França se despede da cantora Françoise Hardy, ícone da 'chanson française' e da cultura pop

A cantora francesa Françoise Hardy faleceu na terça-feira (11), aos 80 anos, após uma longa luta contra o câncer. A artista deixa como legado clássicos da "chanson française" que a tornaram ícone da cultura pop, além de sua militância pelo direito à eutanásia, um combate que se acentuou nos últimos anos de sua vida.

Foi o filho de Françoise Hardy, o cantor Thomas Dutronc, quem anunciou o falecimento da artista. "Mamãe se foi", escreveu nas redes sociais ao lado de uma foto dos anos 1970, em que a cantora aparece junto a Dutronc, na época bebê.

O cantor é fruto do casamento de Hardy com Jacques Dutronc, outra estrela da "geração rebelde". A infidelidade do artista colocou fim à relação do casal, uma experiência que marca a obra de Hardy, em títulos como "Message personnel", de 1973, em que a cantora descreve a tristeza de um amor impossível.

A melancolia, aliás, marca a obra de Hardy. Nascida em 1944 em Paris, filha de uma mãe solo e um homem casado, a cantora carregava o peso de ser fruto de uma relação extraconjugal. Solitária, tinha sempre a tendência a ver "a metade do copo mais vazio que cheio", diz o jornal Le Parisien.

Aos 16 anos ganhou sua primeira guitarra e estudou música em um pequeno conservatório da capital francesa. Dois anos depois, aos 18, interpretou um de seus maiores sucessos, "Tous les garçons et les filles". 

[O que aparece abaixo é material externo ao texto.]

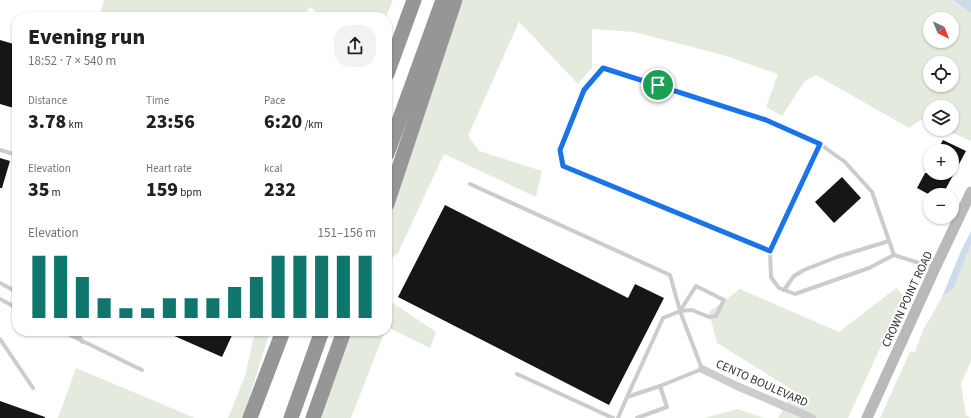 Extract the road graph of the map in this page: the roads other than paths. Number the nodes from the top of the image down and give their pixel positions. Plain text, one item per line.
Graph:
1 (414, 0) edge
2 (442, 0) edge
3 (455, 0) edge
4 (392, 60) edge
5 (392, 140) edge
6 (820, 144) junction
7 (0, 150) edge
8 (12, 154) edge
9 (470, 184) dead end
10 (392, 189) edge
11 (971, 192) edge
12 (889, 241) junction
13 (770, 251) junction
14 (894, 255) junction
15 (935, 268) junction
16 (0, 282) edge
17 (12, 289) edge
18 (784, 290) junction
19 (0, 299) edge
20 (12, 305) edge
21 (680, 311) junction
22 (71, 336) edge
23 (79, 336) edge
24 (281, 336) edge
25 (291, 336) edge
26 (321, 336) edge
27 (322, 336) edge
28 (342, 336) edge
29 (0, 338) edge
30 (82, 342) junction
31 (702, 369) junction
32 (142, 370) dead end
33 (517, 374) dead end
34 (660, 386) junction
35 (32, 388) dead end
36 (628, 397) junction
37 (250, 418) edge
38 (261, 418) edge
39 (290, 418) edge
40 (300, 418) edge
41 (313, 418) edge
42 (613, 418) edge
43 (618, 418) edge
44 (637, 418) edge
45 (812, 418) edge
46 (867, 418) edge

1 - 4 highway
2 - 5 highway
3 - 10 highway
6 - 12 lane
6 - 13 lane
6 - 13 lane
7 - 8 lane
9 - 21 lane
11 - 15 main road, CROWN POINT ROAD
12 - 14 lane
12 - 18 lane
13 - 18 lane
14 - 15 lane
14 - 18 lane
15 - 46 main road, CROWN POINT ROAD
16 - 17 lane
19 - 20 lane
21 - 21 lane
21 - 31 lane
21 - 36 lane
22 - 30 lane
23 - 30 lane
24 - 37 highway
25 - 38 highway
26 - 39 highway
27 - 40 highway
28 - 41 highway
29 - 35 lane
30 - 32 lane
31 - 34 lane
31 - 45 street, CENTO BOULEVARD
33 - 42 lane
34 - 36 lane
34 - 44 lane
36 - 43 lane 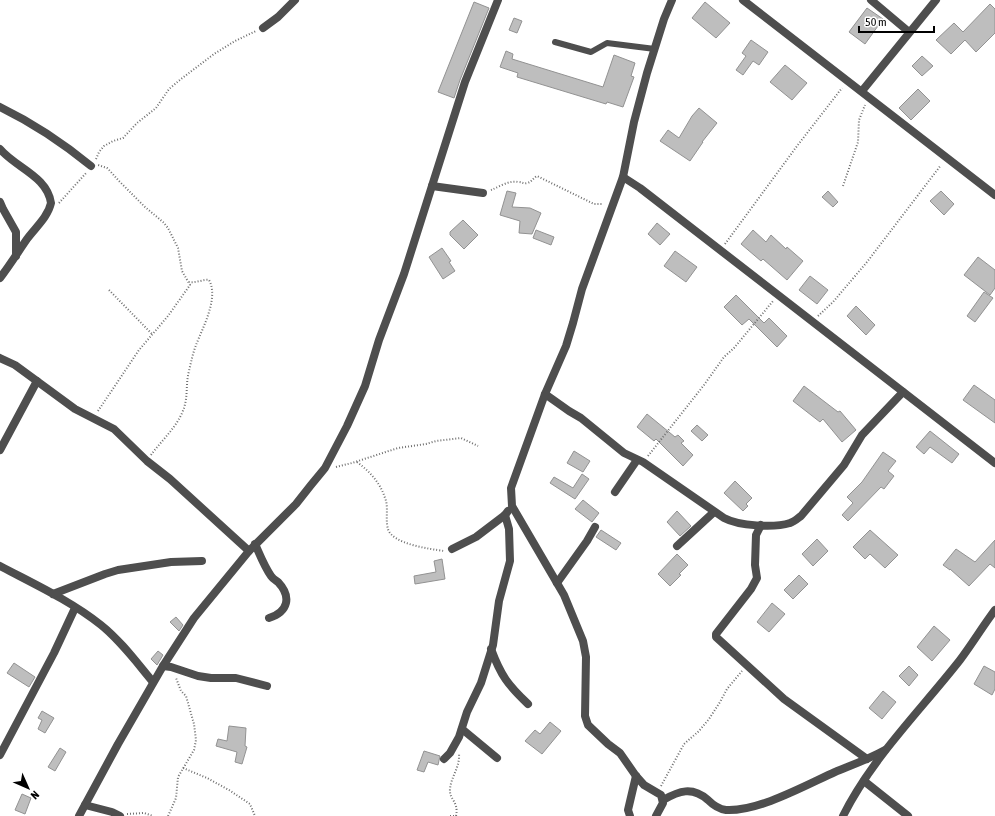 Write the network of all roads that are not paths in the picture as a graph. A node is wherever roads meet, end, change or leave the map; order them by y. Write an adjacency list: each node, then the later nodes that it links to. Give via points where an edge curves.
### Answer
1 (295, 0): 7 (street, via 278,18)
2 (498, 0): 16 (street, via 465,82)
3 (672, 0): 10 (street)
4 (743, 0): 11 (street)
5 (871, 0): 8 (street)
6 (936, 0): 8 (street)
7 (263, 28)
8 (909, 32): 11 (street)
9 (556, 42): 10 (lane, via 591,52 607,42)
10 (655, 49): 15 (street, via 634,122)
11 (862, 91): 18 (street)
12 (0, 107): 14 (street, via 22,118)
13 (0, 149): 20 (street, via 41,182 51,198 50,208)
14 (92, 165)
15 (623, 176): 24 (street); 25 (street, via 582,289 566,346)
16 (432, 186): 17 (street); 35 (street, via 404,274 347,426 325,468 296,504)
17 (483, 192)
18 (995, 195)
19 (0, 202): 20 (street, via 16,232)
20 (16, 256): 21 (street)
21 (0, 278)
22 (0, 358): 23 (street, via 15,365)
23 (37, 382): 26 (street); 38 (street, via 75,409 114,429)
24 (903, 392): 28 (street); 33 (street, via 862,435 844,464 801,516 785,524)
25 (545, 394): 27 (street, via 581,418 620,450); 30 (street, via 511,488)
26 (0, 450)
27 (640, 461): 29 (street); 31 (street)
28 (995, 463)
29 (615, 492)
30 (512, 506): 32 (street); 41 (street)
31 (714, 512): 33 (street, via 737,524); 36 (street)
32 (506, 514): 37 (street, via 476,537); 46 (street, via 510,561 499,601)
33 (761, 525): 56 (street, via 756,535 756,581 716,637 784,699)
34 (595, 526): 41 (street)
35 (255, 544): 38 (street); 45 (street, via 266,568 278,582 287,600 282,611)
36 (677, 546)
37 (452, 549)
38 (249, 551): 47 (street, via 194,618)
39 (202, 561): 42 (street, via 187,560 118,570)
40 (0, 566): 42 (street)
41 (557, 583): 57 (street, via 583,641 586,657 585,716 588,725 620,753)
42 (53, 594): 43 (street)
43 (75, 608): 48 (street, via 112,635); 53 (street)
44 (995, 610): 52 (street, via 960,660)
45 (269, 618)
46 (491, 649): 50 (street, via 498,669 506,681); 51 (street, via 481,683)
47 (162, 666): 48 (street); 49 (street, via 198,676 236,678)
48 (153, 682): 61 (street)
49 (267, 686)
50 (528, 704)
51 (462, 728): 54 (street); 55 (street, via 450,753)
52 (888, 749): 56 (street); 58 (street)
53 (0, 756)
54 (497, 758)
55 (444, 759)
56 (867, 759): 59 (street, via 786,795 738,809 715,807)
57 (636, 776): 60 (street, via 644,785 661,795); 64 (street, via 628,810)
58 (864, 781): 67 (street, via 852,797); 68 (street)
59 (694, 791): 60 (street, via 675,793); 66 (street)
60 (663, 800): 65 (street)
61 (85, 805): 62 (street); 63 (street)
62 (79, 816)
63 (119, 816)
64 (630, 816)
65 (656, 816)
66 (721, 816)
67 (843, 816)
68 (908, 816)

O enorme impacto dessa faixa em toda uma geração de jovens franceses a encaixou no estilo musical "yê-yê", mas Hardy também soube explorar outros terrenos musicais sem perder sua popularidade. Sua ousadia e coragem também a ajudaram a se destacar na efervescente cena cultural parisiense dos anos 1960. Durante toda essa década, a cantora marcou a "chanson française" com faixas como "Mon amie la rose" e "Comment te dire adieu", composta por Serge Gainsbourg.

Sua beleza única contribuiu para que a cantora se tornasse um ícone da moda, com seu físico andrógino e discreto que a distanciaram do estilo de estrelas exuberantes, como Brigitte Bardot. A modernidade da sua silhueta, seu estilo único e elegância inspiraram as passarelas do mundo inteiro. Hardy vestiu com perfeição os futuristas vestidos metálicos de Paco Rabanne, as criações de Courrèges e Saint Laurent, e estampou capas de revistas, sendo imortalizada pelas lentes do célebre fotógrafo de moda William Klein.

Sucesso no Brasil

Como outras estrelas francesas, Hardy aproveitou sua popularidade internacional para se aventurar em outras línguas. Em espanhol, lançou duas músicas em 1970: "El teléfono corté" e "Sol". No ano seguinte, lançou o álbum "La question", realizado em colaboração com a guitarrista brasileira Tuca. A faixa que dá o nome ao álbum fez um enorme sucesso no país por integrar a trilha sonora da novela Selva de Pedra, em 1972.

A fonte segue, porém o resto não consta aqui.